Chapman said the coins also had a tendency not to stack properly
on bank trays, although stackability was one of the principal
claims for the coins.
Upon subsequently receiving a copy of Chapman's letter to
Roosevelt, Bigelow rebutted Chapman's criticisms in his own
letter to Roosevelt, dated Dec. 10. Bigelow defended Pratt's
artistry, likening the results to Egyptian sculptures and
wall carvings. "The bas-relief effect is , accentuated
and not diminished by the shadow of the sharp outline,"
Bigelow wrote to Roosevelt.
The
Indian's portrait was taken from a contemporary photograph
and according to Bigelow any criticism of the final result
of the coin should be directed at Barber, who retouched the
details from Pratt's original models in the die-making process.
The matter of the use of the eagle was decided at the time
of the execution of Saint-Gaudens' design for the $10 reverse,
Bigelow said.
Bigelow also debunked Chapman's theories of the less-then-hygienic
qualities of the new issues as well as their stackability.
He did, however, agree with Chapman's assessment that stronger
relief would give the coins more uniformity in thickness.
King, a banker with Denver National Bank,
sent an unsolicited letter to The Numismatist that appeared
in the February 1909 issue along with the correspondence from
Chapman and Bigelow.
King labeled the new coins impractical because they were subject
to wear without a protective rim and would not fit properly
in coin trays.
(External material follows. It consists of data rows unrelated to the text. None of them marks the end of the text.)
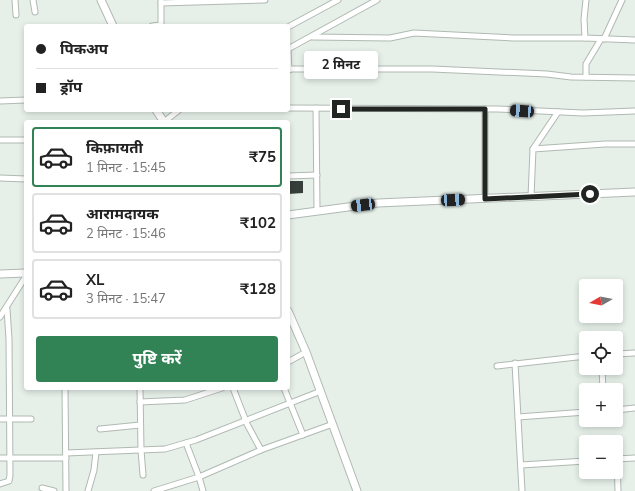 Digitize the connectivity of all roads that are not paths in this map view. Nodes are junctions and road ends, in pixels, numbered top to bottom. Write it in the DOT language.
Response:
graph roads {
  1 [pos="15,0"];
  2 [pos="33,0"];
  3 [pos="101,0"];
  4 [pos="265,0"];
  5 [pos="338,0"];
  6 [pos="377,0"];
  7 [pos="586,0"];
  8 [pos="622,0"];
  9 [pos="161,2"];
  10 [pos="35,12"];
  11 [pos="16,15"];
  12 [pos="112,24"];
  13 [pos="161,24"];
  14 [pos="290,25"];
  15 [pos="312,37"];
  16 [pos="586,38"];
  17 [pos="603,39"];
  18 [pos="635,40"];
  19 [pos="290,48"];
  20 [pos="290,70"];
  21 [pos="586,77"];
  22 [pos="635,78"];
  23 [pos="24,100"];
  24 [pos="0,101"];
  25 [pos="290,108"];
  26 [pos="316,108"];
  27 [pos="485,109"];
  28 [pos="635,111"];
  29 [pos="173,112"];
  30 [pos="558,112"];
  31 [pos="166,120"];
  32 [pos="0,140"];
  33 [pos="24,140"];
  34 [pos="635,144"];
  35 [pos="533,149"];
  36 [pos="290,176"];
  37 [pos="317,176"];
  38 [pos="0,178"];
  39 [pos="24,179"];
  40 [pos="635,192"];
  41 [pos="531,197"];
  42 [pos="485,199"];
  43 [pos="317,210"];
  44 [pos="290,215"];
  45 [pos="0,274"];
  46 [pos="24,274"];
  47 [pos="24,278"];
  48 [pos="7,309"];
  49 [pos="0,317"];
  50 [pos="290,322"];
  51 [pos="306,352"];
  52 [pos="635,353"];
  53 [pos="623,354"];
  54 [pos="579,357"];
  55 [pos="290,361"];
  56 [pos="515,363"];
  57 [pos="497,366"];
  58 [pos="65,390"];
  59 [pos="140,390"];
  60 [pos="216,390"];
  61 [pos="234,390"];
  62 [pos="285,390"];
  63 [pos="321,391"];
  64 [pos="140,402"];
  65 [pos="290,402"];
  66 [pos="635,408"];
  67 [pos="623,409"];
  68 [pos="579,413"];
  69 [pos="518,417"];
  70 [pos="0,418"];
  71 [pos="10,418"];
  72 [pos="31,419"];
  73 [pos="245,419"];
  74 [pos="333,424"];
  75 [pos="140,425"];
  76 [pos="100,429"];
  77 [pos="303,435"];
  78 [pos="186,444"];
  79 [pos="141,450"];
  80 [pos="261,450"];
  81 [pos="96,452"];
  82 [pos="66,455"];
  83 [pos="0,458"];
  84 [pos="10,458"];
  85 [pos="635,458"];
  86 [pos="623,459"];
  87 [pos="579,461"];
  88 [pos="521,465"];
  89 [pos="143,475"];
  90 [pos="199,477"];
  91 [pos="617,479"];
  92 [pos="0,484"];
  93 [pos="42,488"];
  94 [pos="54,491"];
  95 [pos="66,491"];
  96 [pos="88,491"];
  97 [pos="154,491"];
  98 [pos="203,491"];
  99 [pos="357,491"];
  100 [pos="522,491"];
  101 [pos="618,491"];
  1 -- 11 [label="street"];
  2 -- 10 [label="street"];
  3 -- 12 [label="street"];
  4 -- 9 [label="street"];
  5 -- 14 [label="street"];
  6 -- 15 [label="street"];
  7 -- 16 [label="street"];
  8 -- 17 [label="street"];
  9 -- 13 [label="street"];
  15 -- 16 [label="street"];
  15 -- 19 [label="street"];
  16 -- 17 [label="street"];
  17 -- 18 [label="street"];
  17 -- 21 [label="street"];
  20 -- 21 [label="street"];
  21 -- 22 [label="street"];
  23 -- 24 [label="street"];
  25 -- 26 [label="street"];
  26 -- 27 [label="street"];
  26 -- 37 [label="street"];
  27 -- 30 [label="street"];
  27 -- 42 [label="street"];
  28 -- 30 [label="street"];
  29 -- 31 [label="street"];
  30 -- 35 [label="street"];
  32 -- 33 [label="street"];
  34 -- 35 [label="street"];
  35 -- 41 [label="street"];
  36 -- 37 [label="street"];
  37 -- 43 [label="street"];
  38 -- 39 [label="street"];
  40 -- 41 [label="street"];
  41 -- 42 [label="street"];
  42 -- 43 [label="street"];
  43 -- 44 [label="street"];
  45 -- 46 [label="street"];
  47 -- 48 [label="street"];
  48 -- 49 [label="street"];
  48 -- 71 [label="street"];
  50 -- 51 [label="street"];
  51 -- 55 [label="street"];
  51 -- 63 [label="street"];
  52 -- 53 [label="street"];
  54 -- 56 [label="street"];
  56 -- 57 [label="street"];
  56 -- 69 [label="street"];
  58 -- 82 [label="street"];
  59 -- 64 [label="street"];
  60 -- 64 [label="street"];
  61 -- 73 [label="street"];
  62 -- 65 [label="street"];
  63 -- 65 [label="street"];
  63 -- 74 [label="street"];
  64 -- 75 [label="street"];
  65 -- 73 [label="street"];
  65 -- 77 [label="street"];
  66 -- 67 [label="street"];
  68 -- 69 [label="street"];
  69 -- 88 [label="street"];
  70 -- 71 [label="street"];
  71 -- 72 [label="street"];
  71 -- 84 [label="street"];
  73 -- 78 [label="street"];
  73 -- 80 [label="street"];
  74 -- 77 [label="street"];
  74 -- 99 [label="street"];
  75 -- 76 [label="street"];
  75 -- 79 [label="street"];
  77 -- 80 [label="street"];
  78 -- 79 [label="street"];
  78 -- 90 [label="street"];
  79 -- 81 [label="street"];
  79 -- 89 [label="street"];
  80 -- 90 [label="street"];
  81 -- 82 [label="street"];
  81 -- 96 [label="street"];
  82 -- 84 [label="street"];
  82 -- 95 [label="street"];
  83 -- 84 [label="street"];
  84 -- 92 [label="street"];
  85 -- 86 [label="street"];
  87 -- 88 [label="street"];
  88 -- 100 [label="street"];
  90 -- 97 [label="street"];
  90 -- 98 [label="street"];
  91 -- 101 [label="street"];
  93 -- 94 [label="street"];
} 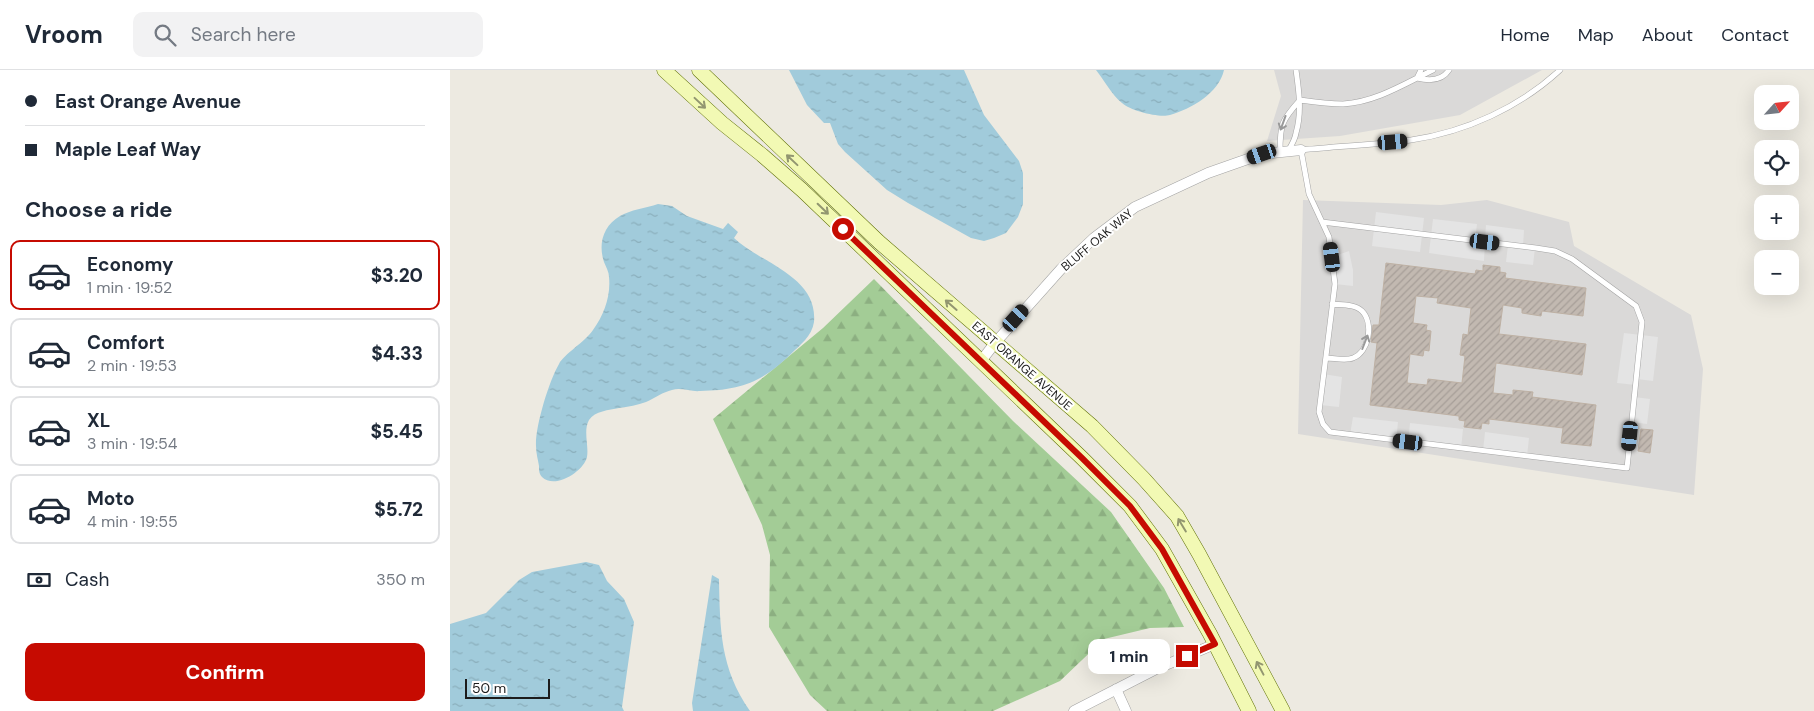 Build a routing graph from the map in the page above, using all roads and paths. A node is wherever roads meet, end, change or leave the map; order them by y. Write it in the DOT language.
graph roads {
  1 [pos="664,70"];
  2 [pos="699,70"];
  3 [pos="1296,70"];
  4 [pos="1421,70"];
  5 [pos="1433,70"];
  6 [pos="1449,70"];
  7 [pos="1560,70"];
  8 [pos="1417,78"];
  9 [pos="1300,100"];
  10 [pos="1301,150"];
  11 [pos="1284,152"];
  12 [pos="1322,222"];
  13 [pos="1332,304"];
  14 [pos="995,343"];
  15 [pos="1326,358"];
  16 [pos="981,361"];
  17 [pos="1215,644"];
  18 [pos="1116,689"];
  19 [pos="1074,711"];
  20 [pos="1126,711"];
  21 [pos="1249,711"];
  22 [pos="1283,711"];
  1 -- 16 [label="street, EAST ORANGE AVENUE, one-way"];
  14 -- 2 [label="street, EAST ORANGE AVENUE, one-way"];
  3 -- 9 [label="lane"];
  4 -- 8 [label="lane"];
  5 -- 8 [label="lane"];
  6 -- 8 [label="lane"];
  7 -- 10 [label="lane"];
  8 -- 9 [label="lane"];
  9 -- 11 [label="lane"];
  9 -- 11 [label="lane, one-way"];
  10 -- 11 [label="street, BLUFF OAK WAY"];
  10 -- 12 [label="lane"];
  11 -- 14 [label="street, BLUFF OAK WAY"];
  12 -- 13 [label="lane"];
  12 -- 15 [label="lane"];
  13 -- 15 [label="lane"];
  15 -- 13 [label="lane, one-way"];
  14 -- 16 [label="street, BLUFF OAK WAY"];
  22 -- 14 [label="street, EAST ORANGE AVENUE, one-way"];
  16 -- 17 [label="street, EAST ORANGE AVENUE"];
  17 -- 18 [label="street"];
  17 -- 21 [label="street, EAST ORANGE AVENUE"];
  18 -- 19 [label="street"];
  18 -- 20 [label="street"];
} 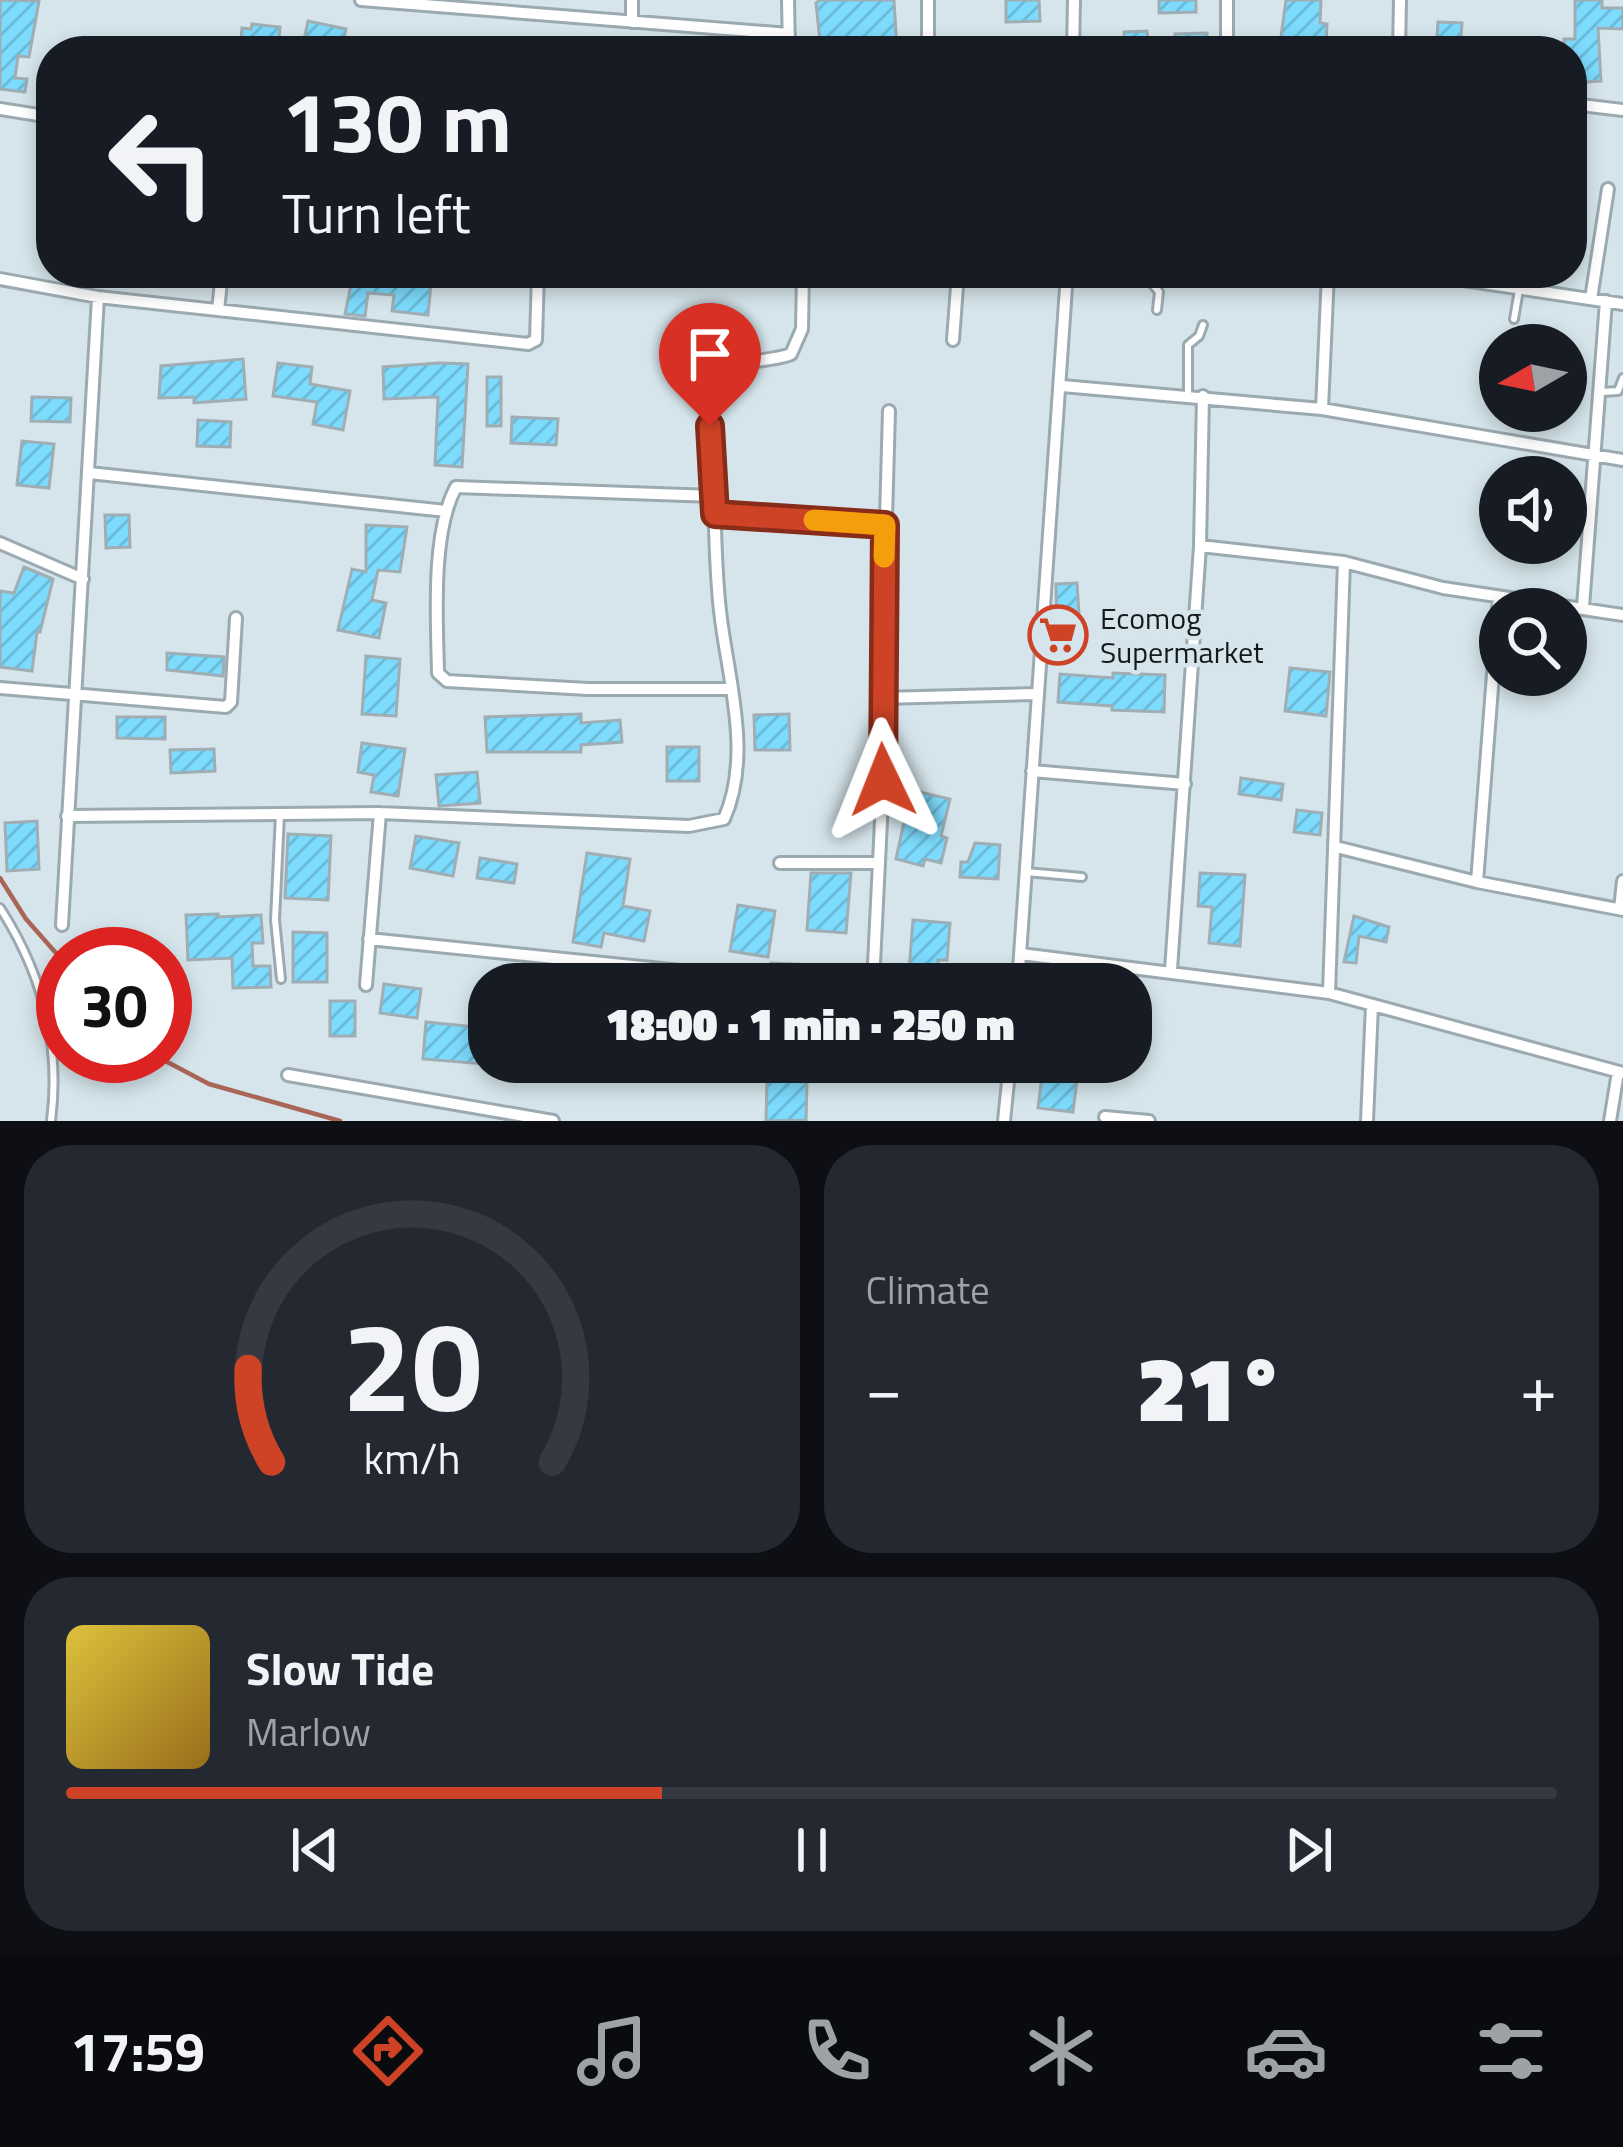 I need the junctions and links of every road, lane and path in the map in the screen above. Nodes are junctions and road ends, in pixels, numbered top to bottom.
1 (361, 0) edge
2 (632, 0) edge
3 (788, 0) edge
4 (928, 0) edge
5 (1073, 0) edge
6 (1227, 0) edge
7 (1400, 0) edge
8 (632, 22) junction
9 (789, 34) joint
10 (928, 36) edge
11 (1072, 36) edge
12 (1227, 36) edge
13 (1399, 36) edge
14 (1587, 106) edge
15 (0, 109) edge
16 (1623, 110) edge
17 (36, 115) edge
18 (1608, 189) dead end
19 (0, 280) edge
20 (36, 286) edge
21 (46, 288) edge
22 (220, 288) edge
23 (538, 288) edge
24 (803, 288) edge
25 (957, 288) edge
26 (1066, 288) edge
27 (1157, 288) edge
28 (1327, 288) edge
29 (1507, 288) edge
30 (1519, 290) junction
31 (98, 297) junction
32 (1591, 299) junction
33 (1606, 301) junction
34 (1623, 304) edge
35 (218, 310) junction
36 (1157, 310) dead end
37 (1514, 320) dead end
38 (1203, 326) dead end
39 (953, 340) dead end
40 (1623, 378) edge
41 (1062, 386) junction
42 (1598, 392) junction
43 (1188, 395) junction
44 (1203, 396) junction
45 (1322, 410) junction
46 (889, 411) dead end
47 (1592, 455) junction
48 (1623, 460) edge
49 (88, 473) junction
50 (714, 496) junction
51 (446, 511) junction
52 (715, 514) junction
53 (885, 525) junction
54 (0, 543) edge
55 (1200, 546) junction
56 (1345, 562) junction
57 (83, 579) junction
58 (1584, 588) edge
59 (1479, 593) edge
60 (1587, 609) edge
61 (1623, 615) edge
62 (236, 618) dead end
63 (0, 688) edge
64 (732, 689) junction
65 (1036, 694) junction
66 (76, 696) junction
67 (1491, 696) edge
68 (881, 698) junction
69 (1032, 771) junction
70 (1185, 784) junction
71 (380, 813) junction
72 (280, 814) junction
73 (67, 816) junction
74 (1336, 847) junction
75 (780, 863) dead end
76 (877, 863) junction
77 (1026, 872) junction
78 (1082, 877) dead end
79 (1623, 881) edge
80 (1477, 882) junction
81 (0, 908) edge
82 (1622, 909) edge
83 (62, 925) dead end
84 (369, 939) junction
85 (1022, 954) junction
86 (610, 963) edge
87 (874, 963) edge
88 (1021, 963) edge
89 (1171, 970) junction
90 (281, 979) dead end
91 (366, 985) dead end
92 (1329, 993) junction
93 (1372, 1005) junction
94 (1621, 1072) edge
95 (288, 1075) dead end
96 (1008, 1083) edge
97 (1105, 1117) dead end
98 (51, 1121) edge
99 (553, 1121) edge
100 (1004, 1121) edge
101 (1149, 1121) edge
102 (1366, 1121) edge
103 (1610, 1121) edge

1 - 8 street
2 - 8 street
3 - 9 street
4 - 10 street
5 - 11 street
6 - 12 street
7 - 13 street
8 - 9 street
14 - 16 street
15 - 17 street
18 - 32 street
19 - 20 street
21 - 31 street
22 - 35 street
23 - 35 street
24 - 50 street
25 - 39 street
26 - 41 street
27 - 36 lane
28 - 45 street
29 - 30 street
30 - 32 street
30 - 37 lane
31 - 35 street
31 - 49 street
32 - 33 street
33 - 34 street
33 - 42 street
38 - 43 lane
40 - 42 lane
41 - 43 street
41 - 65 street
42 - 47 street
43 - 44 street
44 - 45 street
44 - 55 street
45 - 47 street
46 - 53 street
47 - 48 street
47 - 58 street
49 - 51 street
49 - 57 street
50 - 51 street
50 - 52 street
51 - 64 street
52 - 53 street
52 - 64 street
53 - 68 street
54 - 57 street
55 - 56 street
55 - 70 street
56 - 59 street
56 - 74 street
57 - 66 street
60 - 61 street
62 - 66 street
63 - 66 street
64 - 71 street
65 - 68 street
65 - 69 street
66 - 73 street
67 - 80 street
68 - 76 street
69 - 70 street
69 - 77 street
70 - 89 street
71 - 72 street
71 - 84 street
72 - 73 street
72 - 90 lane
73 - 83 street
74 - 80 street
74 - 92 street
75 - 76 street
76 - 87 street
77 - 78 lane
77 - 85 street
79 - 82 street
80 - 82 street
81 - 98 lane
84 - 86 street
84 - 91 street
85 - 88 street
85 - 89 street
89 - 92 street
92 - 93 street
93 - 94 street
93 - 102 street
94 - 103 street
95 - 99 street
96 - 100 street
97 - 101 street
King was critical of the varying thicknesses
of the coins and the incuse areas of the coins trapping dirt
in the recesses.
The Numismatist noted that bankers on the East Coast explained
that their customers, who often sought gold coins during the
Christmas season, were rejecting the Pratt-designed coins
in favor of coins bearing the Coronet designs.
Widespread public objection was voiced to the new coins not
stacking properly, according to The Numismatist. The journal
also cited the hygiene issue.
Also expressed in The Numismatist was the concern over excessive
wear, causing a possible loss in value if coins redeemed for
their metal content, which was determined by weight.
Chapman, meanwhile, continued his personal diatribe against
the Indian Head quarter eagle and half eagle coins in a Dec.
16, 1908, follow-up letter to Roosevelt.
Pratt responds
According to Burdette, Pratt publicly commented on the new
gold coin designs at a January 1909 lecture presented before
the Thursday Evening Club in Boston.
"We knew we had a good design. Mr. Roosevelt
said so," Pratt said, according to Burdette's research.
"The models were sent to the Mint and there slaughtered
after the manner in which the Mint always treats designs.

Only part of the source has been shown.